A reader doesn’t have to read the interviews in order, which is liberating and allows you to pick and choose the conversations you want to immerse yourself in. I found it best to read the pieces one at a time, so as not to have voices and ideas blend together. The book opens up with an interview with playwright and director Richard Foreman. He and Bogart begin with the theme of hate, such a prevalent topic in regard to 9/11; hate motivated the act of terror. Foreman takes this as a cue to discuss group human responses and the purpose of art. The answers in these interviews are never simple or straightforward, but full of poignant, wise observations. As Foreman reminds us: “The task of serious art is to make everybody really understand that they don’t belong to a group.” The individual should emerge from art, and it does so onstage through the physical presence of the actor’s body and the impact of the words. The impact of each interview’s words only emphasizes Foreman’s point throughout the rest of the book.

Often, I was expecting stage directions, or cues to the interviewee’s physical and facial responses to questions, since all members of this book are affiliated with the theatrical world in some way. Perhaps that would have been gimmicky, but the very depth of action and physicality of the stage that the various voices discuss seems to be missing in the structure of this stark black and white Q&A format. Director Peter Sellars mentions in his interview that gestures on stage are held high, because these movements make connections with the viewer, so I was hoping for some of these gestures to be described throughout the interviews.

Each interview brings a greater richness and complexity to the conversation about what theatre and art, movement and dialogue can do for our social fabric. Every interviewee’s attitude and personality shine through their responses and the particular questions Bogart has paired with them. For example, one of the most interesting and engaging interviews is with Sellars. His conversation with Bogart is full of passion and feeling, and she reminds us this is indicative of his personality. He mixes politics with passion, confirming that the political is indeed personal, and that art gives breath to the political—so art is always, therefore, personal.

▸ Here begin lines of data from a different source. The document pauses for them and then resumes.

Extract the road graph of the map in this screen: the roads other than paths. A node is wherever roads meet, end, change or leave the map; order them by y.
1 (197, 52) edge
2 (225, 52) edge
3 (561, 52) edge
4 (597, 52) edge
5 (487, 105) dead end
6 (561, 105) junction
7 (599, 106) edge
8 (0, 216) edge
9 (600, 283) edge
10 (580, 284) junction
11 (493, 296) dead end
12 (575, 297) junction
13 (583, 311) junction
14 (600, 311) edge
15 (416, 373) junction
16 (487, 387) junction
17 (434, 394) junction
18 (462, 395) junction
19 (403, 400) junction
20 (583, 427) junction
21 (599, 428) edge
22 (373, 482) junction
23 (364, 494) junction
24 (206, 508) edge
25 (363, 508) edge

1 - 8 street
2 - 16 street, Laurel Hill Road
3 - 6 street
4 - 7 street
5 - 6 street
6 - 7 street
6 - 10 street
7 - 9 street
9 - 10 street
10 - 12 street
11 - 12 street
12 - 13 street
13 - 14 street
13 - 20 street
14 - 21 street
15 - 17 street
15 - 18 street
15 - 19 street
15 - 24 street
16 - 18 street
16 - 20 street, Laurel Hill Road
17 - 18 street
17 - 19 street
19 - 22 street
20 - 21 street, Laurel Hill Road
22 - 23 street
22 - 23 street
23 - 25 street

Initially, the book appears to be directed toward a theatre audience, but then you recognize that it is about art more broadly, until finally you acknowledge that even that observation doesn’t fully encompass the scope of the work. Bogart’s book is about larger human connections, which art helps us to understand. It is about emotion (the love as well as the hate). In Foreman’s interview, he reminds us that when relating characters to America, we need to accept ambiguity. Some issues—and most characters, like people—are not on one side of the spectrum or the other, but somewhere in the foggy middle. It is this foggy middle that Bogart so skillfully navigates through her dialogues. Even though the book does not leave one with clear-cut answers, it allows for discussion. And it makes room for analysis and new ideas about the appreciation and necessity of art in these tumultuous and confusing, albeit inspiring, political and social times.